Oracle Apex - REST data source - nested JSON array - sync two tables - where to write SQL - oracle-apex

This question is a follow up to another SO question.
Summary: I have an API returning a nested JSON array. Data is being extracted via APEX REST Data Sources. The Row Selector in the Data Profile is set to "." (to select the "root node").
The lines array has been manually added to a column (LINES) to the Data Profile, set data type to JSON Document, and used lines as the selector.
SAMPLE JSON RESPONSE FROM API
[ {
"order_number": "so1223",
"order_date": "2022-07-01",
"full_name": "Carny Coulter",
"email": "ccoulter2#ovh.net",
"credit_card": "3545556133694494",
"city": "Myhiya",
"state": "CA",
"zip_code": "12345",
"lines": [
{
"product": "Beans - Fava, Canned",
"quantity": 1,
"price": 1.99
},
{
"product": "Edible Flower - Mixed",
"quantity": 1,
"price": 1.50
}
]
},
{
"order_number": "so2244",
"order_date": "2022-12-28",
"full_name": "Liam Shawcross",
"email": "lshawcross5#exblog.jp",
"credit_card": "6331104669953298",
"city": "Humaitá",
"state": "NY",
"zip_code": "98670",
"lines": [
{
"order_id": 5,
"product": "Beans - Green",
"quantity": 2,
"price": 4.33
},
{
"order_id": 1,
"product": "Grapefruit - Pink",
"quantity": 5,
"price": 5.00
}
]
},
]
The order attributes have been synchronized to a local table (Table name: SOTEST_LOCAL)
The table has the correct data.

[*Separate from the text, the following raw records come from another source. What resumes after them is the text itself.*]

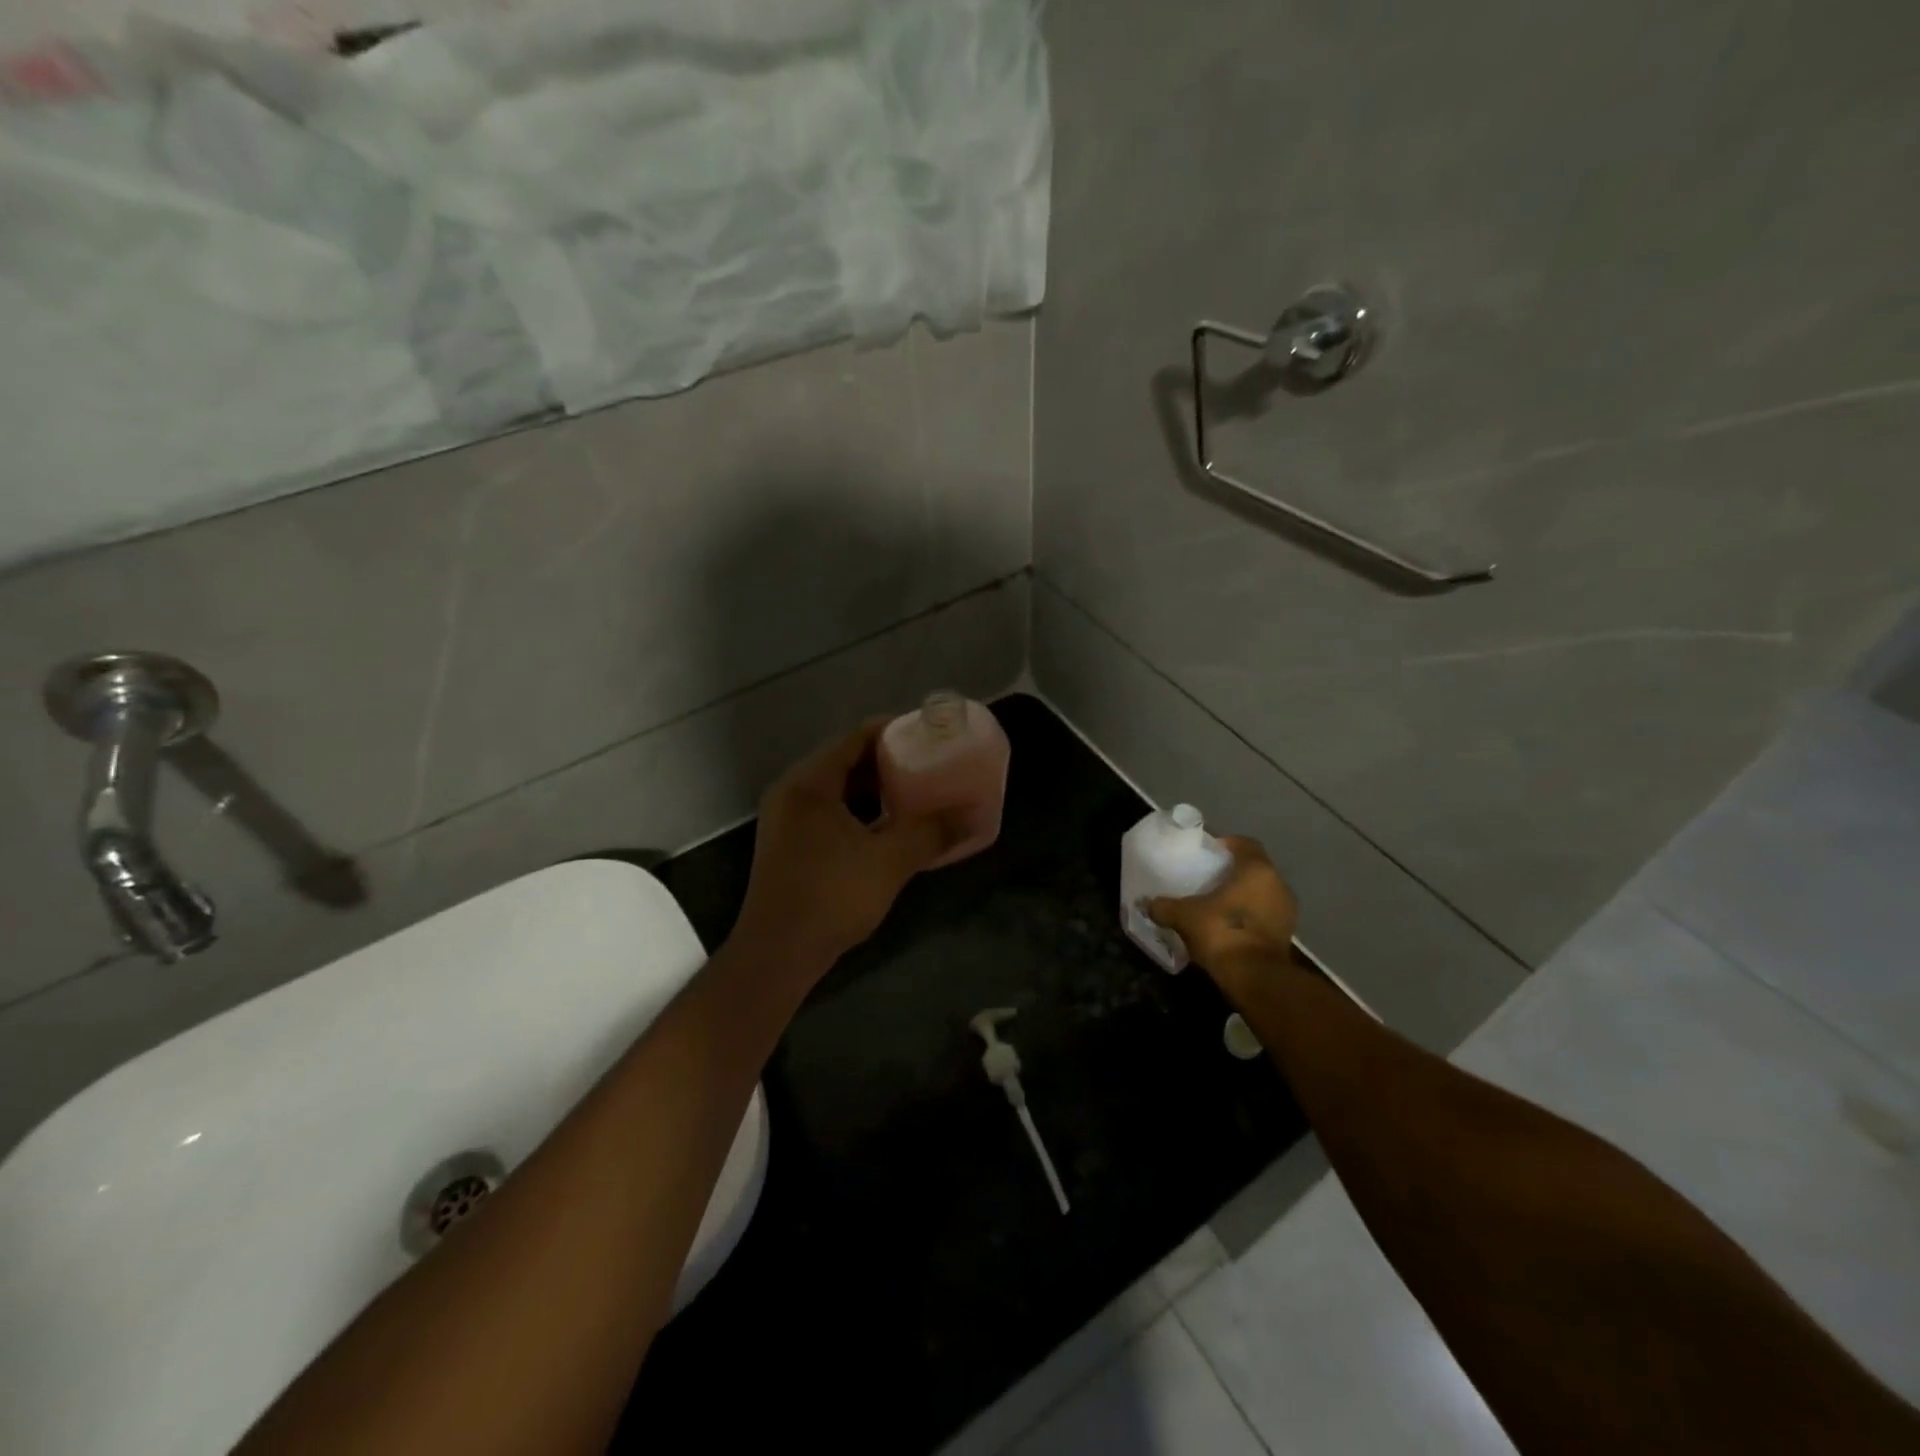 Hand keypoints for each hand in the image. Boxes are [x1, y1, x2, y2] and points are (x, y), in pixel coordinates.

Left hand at [734, 719, 958, 971]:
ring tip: (913, 793)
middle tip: (927, 764)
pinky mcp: (788, 844)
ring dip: (872, 788)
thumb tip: (974, 816)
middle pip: (844, 760)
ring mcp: (785, 819)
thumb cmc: (831, 896)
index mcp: (810, 783)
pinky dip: (857, 811)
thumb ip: (932, 833)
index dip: (893, 731)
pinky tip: (886, 827)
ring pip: (836, 789)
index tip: (928, 734)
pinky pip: (828, 812)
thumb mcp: (890, 861)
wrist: (777, 954)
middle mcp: (792, 792)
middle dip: (887, 760)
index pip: (855, 738)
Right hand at [1149, 836, 1298, 980]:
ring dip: (1243, 895)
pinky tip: (1228, 925)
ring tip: (1217, 903)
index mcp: (1257, 870)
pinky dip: (1249, 916)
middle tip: (1209, 878)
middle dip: (1234, 872)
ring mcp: (1286, 912)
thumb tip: (1147, 903)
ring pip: (1262, 893)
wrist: (1255, 978)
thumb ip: (1165, 906)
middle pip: (1255, 869)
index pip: (1246, 844)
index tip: (1209, 851)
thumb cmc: (1222, 932)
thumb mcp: (1184, 916)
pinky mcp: (1286, 935)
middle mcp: (1278, 885)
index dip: (1227, 843)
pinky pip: (1265, 915) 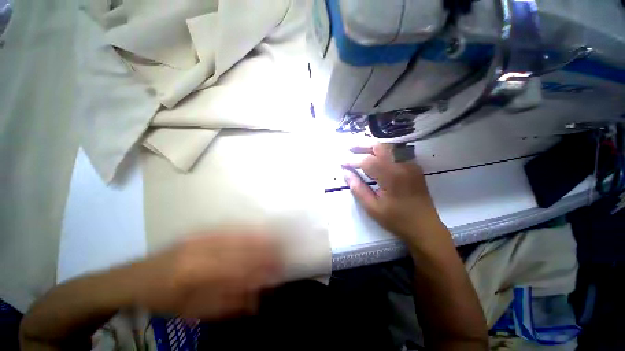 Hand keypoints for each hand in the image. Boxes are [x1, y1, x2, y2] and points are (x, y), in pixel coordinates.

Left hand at [125, 233, 281, 319]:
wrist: (135, 278)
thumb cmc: (163, 300)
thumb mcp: (194, 311)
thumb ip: (228, 303)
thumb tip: (258, 296)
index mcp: (196, 273)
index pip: (239, 268)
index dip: (261, 268)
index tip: (280, 268)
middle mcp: (201, 249)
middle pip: (242, 246)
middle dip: (266, 249)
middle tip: (283, 251)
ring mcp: (201, 235)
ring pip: (238, 233)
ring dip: (260, 236)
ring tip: (277, 238)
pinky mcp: (201, 230)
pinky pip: (229, 227)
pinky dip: (247, 228)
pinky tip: (258, 230)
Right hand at [343, 144, 444, 246]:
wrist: (425, 227)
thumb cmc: (396, 219)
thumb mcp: (372, 207)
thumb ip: (358, 189)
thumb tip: (346, 173)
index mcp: (391, 176)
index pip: (367, 161)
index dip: (352, 160)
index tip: (341, 162)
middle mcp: (402, 165)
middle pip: (380, 147)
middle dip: (362, 145)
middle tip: (349, 147)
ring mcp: (410, 164)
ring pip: (389, 146)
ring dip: (372, 146)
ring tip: (358, 149)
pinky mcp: (414, 166)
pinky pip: (396, 152)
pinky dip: (383, 150)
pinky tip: (375, 154) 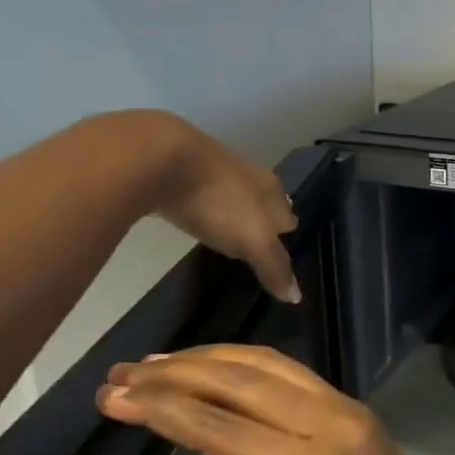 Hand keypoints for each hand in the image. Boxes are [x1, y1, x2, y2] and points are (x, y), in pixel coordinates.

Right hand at [96, 345, 454, 454]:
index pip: (222, 431)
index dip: (162, 412)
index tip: (114, 399)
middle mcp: (331, 427)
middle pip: (240, 385)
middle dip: (173, 377)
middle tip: (120, 376)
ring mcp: (346, 408)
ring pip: (266, 366)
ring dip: (206, 359)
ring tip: (152, 365)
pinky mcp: (352, 404)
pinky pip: (290, 370)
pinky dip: (243, 360)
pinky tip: (210, 364)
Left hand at [133, 112, 300, 303]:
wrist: (158, 158)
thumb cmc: (218, 199)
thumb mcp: (253, 239)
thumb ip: (274, 266)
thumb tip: (296, 296)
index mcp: (269, 188)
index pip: (287, 214)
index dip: (287, 234)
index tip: (285, 252)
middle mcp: (245, 174)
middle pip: (261, 202)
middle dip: (262, 221)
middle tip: (258, 245)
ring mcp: (210, 170)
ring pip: (230, 197)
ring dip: (232, 214)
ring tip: (230, 235)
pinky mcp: (177, 172)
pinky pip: (199, 195)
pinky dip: (203, 208)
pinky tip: (197, 219)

As you can see below, the LINES column contains the JSON array.
I then created an ORDER_LINES child table to extract the JSON from LINES column in the SOTEST_LOCAL table. (Sorry for the table names.. I should've named the tables as ORDERS_LOCAL and ORDER_LINES_LOCAL)
CREATE TABLE "SOTEST_ORDER_LINES_LOCAL"
( "LINE_ID" NUMBER,
"ORDER_ID" NUMBER,
"LINE_NUMBER" NUMBER,
"PRODUCT" VARCHAR2(200) COLLATE "USING_NLS_COMP",
"QUANTITY" NUMBER,
"PRICE" NUMBER,
CONSTRAINT "SOTEST_ORDER_LINES_LOCAL_PK" PRIMARY KEY ("LINE_ID")
USING INDEX ENABLE
) DEFAULT COLLATION "USING_NLS_COMP"
/
ALTER TABLE "SOTEST_ORDER_LINES_LOCAL" ADD CONSTRAINT "SOTEST_ORDER_LINES_LOCAL_FK" FOREIGN KEY ("ORDER_ID")
REFERENCES "SOTEST_LOCAL" ("ORDER_ID") ON DELETE CASCADE ENABLE
/
QuickSQL version..
SOTEST_ORDER_LINES_LOCAL
LINE_ID /pk
ORDER_ID /fk SOTEST_LOCAL references ORDER_ID
LINE_NUMBER
PRODUCT
QUANTITY
PRICE
So per Carsten's answer in the previous question, I can write SQL to extract the JSON array from the LINES column in the SOTEST_LOCAL table to the child table SOTEST_ORDER_LINES_LOCAL.
My question is two parts.
Where exactly do I write the SQL? Would I write it in SQL Workshop in SQL Commands?
The REST data is being synchronized to make a request every hour. So would I need to write a function that runs every time there is new data being merged?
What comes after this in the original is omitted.